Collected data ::
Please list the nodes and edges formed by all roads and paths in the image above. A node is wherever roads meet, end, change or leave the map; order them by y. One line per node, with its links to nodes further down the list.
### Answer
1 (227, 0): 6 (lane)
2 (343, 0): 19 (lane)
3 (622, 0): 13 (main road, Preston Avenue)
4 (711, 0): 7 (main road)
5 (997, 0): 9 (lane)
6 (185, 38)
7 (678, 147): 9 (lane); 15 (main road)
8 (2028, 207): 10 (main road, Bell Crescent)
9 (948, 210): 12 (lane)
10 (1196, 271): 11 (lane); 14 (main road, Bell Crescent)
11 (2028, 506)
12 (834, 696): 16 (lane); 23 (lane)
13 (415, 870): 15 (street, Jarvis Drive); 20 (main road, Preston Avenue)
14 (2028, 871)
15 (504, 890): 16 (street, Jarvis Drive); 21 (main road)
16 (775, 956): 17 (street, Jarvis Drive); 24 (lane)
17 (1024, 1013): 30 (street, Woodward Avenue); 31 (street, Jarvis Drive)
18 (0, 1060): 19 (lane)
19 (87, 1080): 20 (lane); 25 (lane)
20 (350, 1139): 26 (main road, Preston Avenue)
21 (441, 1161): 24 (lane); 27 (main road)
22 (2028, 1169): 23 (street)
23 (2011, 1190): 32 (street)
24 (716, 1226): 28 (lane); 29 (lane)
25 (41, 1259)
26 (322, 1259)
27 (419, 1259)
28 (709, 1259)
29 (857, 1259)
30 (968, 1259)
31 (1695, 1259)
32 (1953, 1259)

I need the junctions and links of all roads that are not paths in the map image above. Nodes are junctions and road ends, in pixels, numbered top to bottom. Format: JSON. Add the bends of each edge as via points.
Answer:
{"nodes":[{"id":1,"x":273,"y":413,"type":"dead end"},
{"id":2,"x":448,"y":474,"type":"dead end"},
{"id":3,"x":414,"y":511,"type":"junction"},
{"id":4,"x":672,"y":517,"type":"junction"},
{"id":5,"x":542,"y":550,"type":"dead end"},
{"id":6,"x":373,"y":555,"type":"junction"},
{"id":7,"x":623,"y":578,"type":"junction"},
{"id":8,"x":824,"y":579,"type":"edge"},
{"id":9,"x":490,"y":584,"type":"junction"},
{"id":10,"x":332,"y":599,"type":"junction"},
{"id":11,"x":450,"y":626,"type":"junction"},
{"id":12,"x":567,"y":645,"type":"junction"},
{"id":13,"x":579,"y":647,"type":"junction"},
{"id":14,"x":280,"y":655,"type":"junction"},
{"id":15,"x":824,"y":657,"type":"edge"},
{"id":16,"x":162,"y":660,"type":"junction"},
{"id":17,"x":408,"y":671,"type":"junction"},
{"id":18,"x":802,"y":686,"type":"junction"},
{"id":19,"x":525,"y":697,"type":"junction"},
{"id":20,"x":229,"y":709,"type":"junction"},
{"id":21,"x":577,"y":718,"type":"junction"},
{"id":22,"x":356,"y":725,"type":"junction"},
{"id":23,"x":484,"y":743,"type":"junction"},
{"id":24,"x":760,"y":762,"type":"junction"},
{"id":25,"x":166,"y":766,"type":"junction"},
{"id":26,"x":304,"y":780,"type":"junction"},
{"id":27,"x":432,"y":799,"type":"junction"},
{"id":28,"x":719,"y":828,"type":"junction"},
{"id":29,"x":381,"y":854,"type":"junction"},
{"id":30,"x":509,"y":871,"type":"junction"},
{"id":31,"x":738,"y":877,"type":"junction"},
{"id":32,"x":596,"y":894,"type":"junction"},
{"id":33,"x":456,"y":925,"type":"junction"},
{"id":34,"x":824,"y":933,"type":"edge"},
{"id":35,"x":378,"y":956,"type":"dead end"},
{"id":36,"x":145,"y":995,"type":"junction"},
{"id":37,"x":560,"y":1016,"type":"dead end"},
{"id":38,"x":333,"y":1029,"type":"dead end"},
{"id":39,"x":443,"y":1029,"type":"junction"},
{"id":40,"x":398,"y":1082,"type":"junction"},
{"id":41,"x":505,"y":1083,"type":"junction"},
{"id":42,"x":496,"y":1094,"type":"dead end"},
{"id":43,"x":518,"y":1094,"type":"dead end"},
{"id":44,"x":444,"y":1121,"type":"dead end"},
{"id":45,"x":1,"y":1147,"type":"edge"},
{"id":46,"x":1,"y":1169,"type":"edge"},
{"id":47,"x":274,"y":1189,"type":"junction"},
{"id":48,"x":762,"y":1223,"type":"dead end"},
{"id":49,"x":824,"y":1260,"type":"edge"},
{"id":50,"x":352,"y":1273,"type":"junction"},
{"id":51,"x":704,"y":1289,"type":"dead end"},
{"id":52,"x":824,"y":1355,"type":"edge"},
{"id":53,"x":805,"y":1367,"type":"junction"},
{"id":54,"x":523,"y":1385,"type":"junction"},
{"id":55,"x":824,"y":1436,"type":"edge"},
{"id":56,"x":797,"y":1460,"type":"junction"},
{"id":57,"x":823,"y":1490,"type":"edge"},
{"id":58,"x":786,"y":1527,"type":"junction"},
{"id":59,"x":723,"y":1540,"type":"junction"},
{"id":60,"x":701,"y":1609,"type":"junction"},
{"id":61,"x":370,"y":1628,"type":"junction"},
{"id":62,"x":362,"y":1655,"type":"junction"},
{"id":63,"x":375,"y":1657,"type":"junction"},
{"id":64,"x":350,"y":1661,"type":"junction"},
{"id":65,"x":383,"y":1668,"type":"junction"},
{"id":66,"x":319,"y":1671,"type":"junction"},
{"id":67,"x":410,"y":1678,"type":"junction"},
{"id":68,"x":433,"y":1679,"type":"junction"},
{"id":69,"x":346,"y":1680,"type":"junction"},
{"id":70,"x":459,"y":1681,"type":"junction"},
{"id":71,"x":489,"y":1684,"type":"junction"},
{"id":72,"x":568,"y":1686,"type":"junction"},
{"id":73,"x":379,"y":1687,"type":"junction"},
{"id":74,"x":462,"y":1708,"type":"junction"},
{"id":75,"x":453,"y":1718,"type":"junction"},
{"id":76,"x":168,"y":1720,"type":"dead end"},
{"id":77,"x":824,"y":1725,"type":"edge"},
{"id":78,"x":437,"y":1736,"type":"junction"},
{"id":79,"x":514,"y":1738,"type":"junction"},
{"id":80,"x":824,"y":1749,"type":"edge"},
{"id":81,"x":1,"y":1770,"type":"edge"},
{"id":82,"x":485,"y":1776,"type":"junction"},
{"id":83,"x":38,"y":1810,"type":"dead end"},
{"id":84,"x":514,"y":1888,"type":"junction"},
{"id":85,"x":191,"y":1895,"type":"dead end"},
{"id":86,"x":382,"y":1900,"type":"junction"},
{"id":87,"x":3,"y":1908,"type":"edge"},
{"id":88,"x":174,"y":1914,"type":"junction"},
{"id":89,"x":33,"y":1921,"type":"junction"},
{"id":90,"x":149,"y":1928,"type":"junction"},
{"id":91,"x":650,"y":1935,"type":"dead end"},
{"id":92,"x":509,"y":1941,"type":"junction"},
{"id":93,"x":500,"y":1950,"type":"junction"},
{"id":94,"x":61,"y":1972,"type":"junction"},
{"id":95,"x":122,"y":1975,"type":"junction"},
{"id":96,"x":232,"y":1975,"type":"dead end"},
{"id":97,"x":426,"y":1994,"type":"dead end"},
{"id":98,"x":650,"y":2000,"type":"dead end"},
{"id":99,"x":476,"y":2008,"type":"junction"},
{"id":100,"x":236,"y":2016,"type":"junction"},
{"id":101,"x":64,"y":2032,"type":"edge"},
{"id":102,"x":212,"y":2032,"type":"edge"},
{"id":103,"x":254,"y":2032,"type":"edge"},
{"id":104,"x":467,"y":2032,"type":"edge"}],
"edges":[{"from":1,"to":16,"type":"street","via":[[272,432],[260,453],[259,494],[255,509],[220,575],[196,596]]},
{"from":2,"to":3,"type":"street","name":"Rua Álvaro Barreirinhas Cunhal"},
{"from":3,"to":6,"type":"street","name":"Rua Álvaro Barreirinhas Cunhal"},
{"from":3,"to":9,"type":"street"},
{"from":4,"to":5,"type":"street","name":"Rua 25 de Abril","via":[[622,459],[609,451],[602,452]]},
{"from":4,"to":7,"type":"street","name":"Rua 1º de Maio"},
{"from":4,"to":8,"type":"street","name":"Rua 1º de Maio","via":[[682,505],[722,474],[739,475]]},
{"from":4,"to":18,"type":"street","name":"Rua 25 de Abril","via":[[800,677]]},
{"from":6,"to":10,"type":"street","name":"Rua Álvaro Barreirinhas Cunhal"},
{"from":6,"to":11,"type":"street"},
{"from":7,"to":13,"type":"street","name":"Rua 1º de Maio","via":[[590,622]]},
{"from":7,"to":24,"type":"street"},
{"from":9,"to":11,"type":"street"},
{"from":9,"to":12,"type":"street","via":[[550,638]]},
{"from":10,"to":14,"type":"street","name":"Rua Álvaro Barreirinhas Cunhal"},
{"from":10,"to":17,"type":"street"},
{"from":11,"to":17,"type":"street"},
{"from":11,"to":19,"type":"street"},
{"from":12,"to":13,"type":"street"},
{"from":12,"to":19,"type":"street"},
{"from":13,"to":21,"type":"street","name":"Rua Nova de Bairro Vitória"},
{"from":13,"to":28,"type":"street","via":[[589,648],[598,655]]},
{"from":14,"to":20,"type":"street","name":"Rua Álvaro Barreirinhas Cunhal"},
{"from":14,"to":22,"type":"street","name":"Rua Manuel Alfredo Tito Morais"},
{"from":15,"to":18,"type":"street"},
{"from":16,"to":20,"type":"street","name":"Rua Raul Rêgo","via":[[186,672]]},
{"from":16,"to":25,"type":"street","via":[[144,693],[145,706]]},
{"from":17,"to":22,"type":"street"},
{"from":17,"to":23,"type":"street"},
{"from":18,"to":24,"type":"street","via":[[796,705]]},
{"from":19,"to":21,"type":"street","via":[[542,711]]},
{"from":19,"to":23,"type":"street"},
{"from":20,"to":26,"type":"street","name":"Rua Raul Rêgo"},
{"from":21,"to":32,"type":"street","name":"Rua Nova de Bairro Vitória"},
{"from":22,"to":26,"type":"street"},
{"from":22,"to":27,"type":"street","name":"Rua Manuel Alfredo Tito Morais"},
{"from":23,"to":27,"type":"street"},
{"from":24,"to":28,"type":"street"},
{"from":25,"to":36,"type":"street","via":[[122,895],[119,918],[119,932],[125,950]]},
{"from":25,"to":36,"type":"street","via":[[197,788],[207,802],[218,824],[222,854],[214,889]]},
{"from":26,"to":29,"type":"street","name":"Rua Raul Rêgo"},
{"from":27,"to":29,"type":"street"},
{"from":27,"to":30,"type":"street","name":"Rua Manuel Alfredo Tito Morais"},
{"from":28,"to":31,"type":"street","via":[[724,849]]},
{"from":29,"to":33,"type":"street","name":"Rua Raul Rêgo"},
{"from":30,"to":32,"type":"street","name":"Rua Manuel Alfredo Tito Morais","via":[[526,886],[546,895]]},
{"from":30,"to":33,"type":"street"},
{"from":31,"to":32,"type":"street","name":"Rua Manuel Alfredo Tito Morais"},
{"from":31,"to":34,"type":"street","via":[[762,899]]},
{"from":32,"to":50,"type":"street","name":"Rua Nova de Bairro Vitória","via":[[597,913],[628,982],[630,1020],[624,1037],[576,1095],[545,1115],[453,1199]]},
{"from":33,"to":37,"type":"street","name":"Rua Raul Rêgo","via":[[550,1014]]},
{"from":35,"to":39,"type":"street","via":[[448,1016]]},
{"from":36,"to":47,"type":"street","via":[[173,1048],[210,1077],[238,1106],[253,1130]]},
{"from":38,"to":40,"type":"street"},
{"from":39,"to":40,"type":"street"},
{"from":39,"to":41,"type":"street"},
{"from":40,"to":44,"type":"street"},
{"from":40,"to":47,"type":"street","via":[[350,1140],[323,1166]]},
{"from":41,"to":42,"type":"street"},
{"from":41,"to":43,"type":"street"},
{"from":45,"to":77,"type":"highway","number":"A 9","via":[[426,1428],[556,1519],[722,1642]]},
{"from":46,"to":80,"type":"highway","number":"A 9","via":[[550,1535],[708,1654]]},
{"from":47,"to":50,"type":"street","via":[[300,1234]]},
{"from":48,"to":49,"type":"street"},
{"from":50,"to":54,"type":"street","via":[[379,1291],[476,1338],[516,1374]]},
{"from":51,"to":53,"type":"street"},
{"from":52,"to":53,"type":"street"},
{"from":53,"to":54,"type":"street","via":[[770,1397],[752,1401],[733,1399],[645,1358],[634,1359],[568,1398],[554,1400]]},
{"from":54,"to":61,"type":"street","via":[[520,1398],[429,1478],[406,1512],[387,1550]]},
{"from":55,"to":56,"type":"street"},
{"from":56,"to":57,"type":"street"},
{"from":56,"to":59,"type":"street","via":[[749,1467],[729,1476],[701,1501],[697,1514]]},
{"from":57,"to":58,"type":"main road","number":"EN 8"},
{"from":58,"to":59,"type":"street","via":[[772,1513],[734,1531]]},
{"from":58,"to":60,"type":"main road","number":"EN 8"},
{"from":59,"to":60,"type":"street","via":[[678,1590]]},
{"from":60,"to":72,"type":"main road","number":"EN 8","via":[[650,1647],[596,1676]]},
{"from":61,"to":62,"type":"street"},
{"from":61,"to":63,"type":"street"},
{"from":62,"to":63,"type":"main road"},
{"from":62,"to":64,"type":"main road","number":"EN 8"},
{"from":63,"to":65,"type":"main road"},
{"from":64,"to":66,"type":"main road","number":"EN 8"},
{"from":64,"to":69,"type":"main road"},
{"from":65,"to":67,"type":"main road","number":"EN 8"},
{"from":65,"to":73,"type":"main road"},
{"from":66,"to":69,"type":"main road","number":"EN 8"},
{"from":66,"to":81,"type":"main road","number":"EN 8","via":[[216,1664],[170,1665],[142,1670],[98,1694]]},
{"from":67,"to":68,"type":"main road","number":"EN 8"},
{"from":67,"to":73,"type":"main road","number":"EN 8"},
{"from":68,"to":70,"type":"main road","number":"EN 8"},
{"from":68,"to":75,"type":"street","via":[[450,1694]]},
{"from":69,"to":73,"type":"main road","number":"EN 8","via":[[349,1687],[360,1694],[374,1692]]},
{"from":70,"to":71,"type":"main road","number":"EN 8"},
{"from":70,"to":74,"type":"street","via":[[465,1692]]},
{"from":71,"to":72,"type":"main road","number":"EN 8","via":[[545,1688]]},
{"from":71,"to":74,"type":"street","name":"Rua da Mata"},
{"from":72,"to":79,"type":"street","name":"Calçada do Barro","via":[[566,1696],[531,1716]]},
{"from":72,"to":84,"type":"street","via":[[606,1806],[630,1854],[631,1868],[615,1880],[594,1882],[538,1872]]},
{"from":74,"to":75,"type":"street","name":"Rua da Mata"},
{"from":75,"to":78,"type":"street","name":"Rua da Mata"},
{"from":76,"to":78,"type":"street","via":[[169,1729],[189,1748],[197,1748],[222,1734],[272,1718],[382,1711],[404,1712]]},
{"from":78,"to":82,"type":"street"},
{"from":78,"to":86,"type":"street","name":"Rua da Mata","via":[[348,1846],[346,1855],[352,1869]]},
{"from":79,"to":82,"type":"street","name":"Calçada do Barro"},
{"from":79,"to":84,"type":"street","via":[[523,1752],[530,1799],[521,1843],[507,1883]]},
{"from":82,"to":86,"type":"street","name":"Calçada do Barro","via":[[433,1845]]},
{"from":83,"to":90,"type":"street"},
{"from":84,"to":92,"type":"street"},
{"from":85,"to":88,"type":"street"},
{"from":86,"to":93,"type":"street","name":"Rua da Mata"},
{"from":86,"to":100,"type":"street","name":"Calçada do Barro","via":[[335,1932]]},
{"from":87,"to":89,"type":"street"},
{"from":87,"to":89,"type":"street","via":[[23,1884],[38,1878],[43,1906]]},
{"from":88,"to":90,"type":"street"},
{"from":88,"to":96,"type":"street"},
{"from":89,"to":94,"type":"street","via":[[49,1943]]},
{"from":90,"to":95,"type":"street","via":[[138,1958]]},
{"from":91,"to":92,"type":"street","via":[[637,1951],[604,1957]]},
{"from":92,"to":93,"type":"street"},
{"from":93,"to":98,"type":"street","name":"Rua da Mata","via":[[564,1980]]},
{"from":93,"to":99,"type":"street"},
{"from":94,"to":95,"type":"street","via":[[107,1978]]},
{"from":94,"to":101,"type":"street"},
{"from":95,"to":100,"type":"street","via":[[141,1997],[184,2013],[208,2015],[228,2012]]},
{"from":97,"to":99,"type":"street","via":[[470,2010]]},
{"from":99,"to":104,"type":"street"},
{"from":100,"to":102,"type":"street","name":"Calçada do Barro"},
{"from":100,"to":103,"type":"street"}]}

Problem details ::
In the data above, find each line that uses the string "lane". Copy it.

Solved problem ::
1 (227, 0): 6 (lane)
2 (343, 0): 19 (lane)
5 (997, 0): 9 (lane)
7 (678, 147): 9 (lane); 15 (main road)
9 (948, 210): 12 (lane)
10 (1196, 271): 11 (lane); 14 (main road, Bell Crescent)
12 (834, 696): 16 (lane); 23 (lane)
16 (775, 956): 17 (street, Jarvis Drive); 24 (lane)
18 (0, 1060): 19 (lane)
19 (87, 1080): 20 (lane); 25 (lane)
21 (441, 1161): 24 (lane); 27 (main road)
24 (716, 1226): 28 (lane); 29 (lane)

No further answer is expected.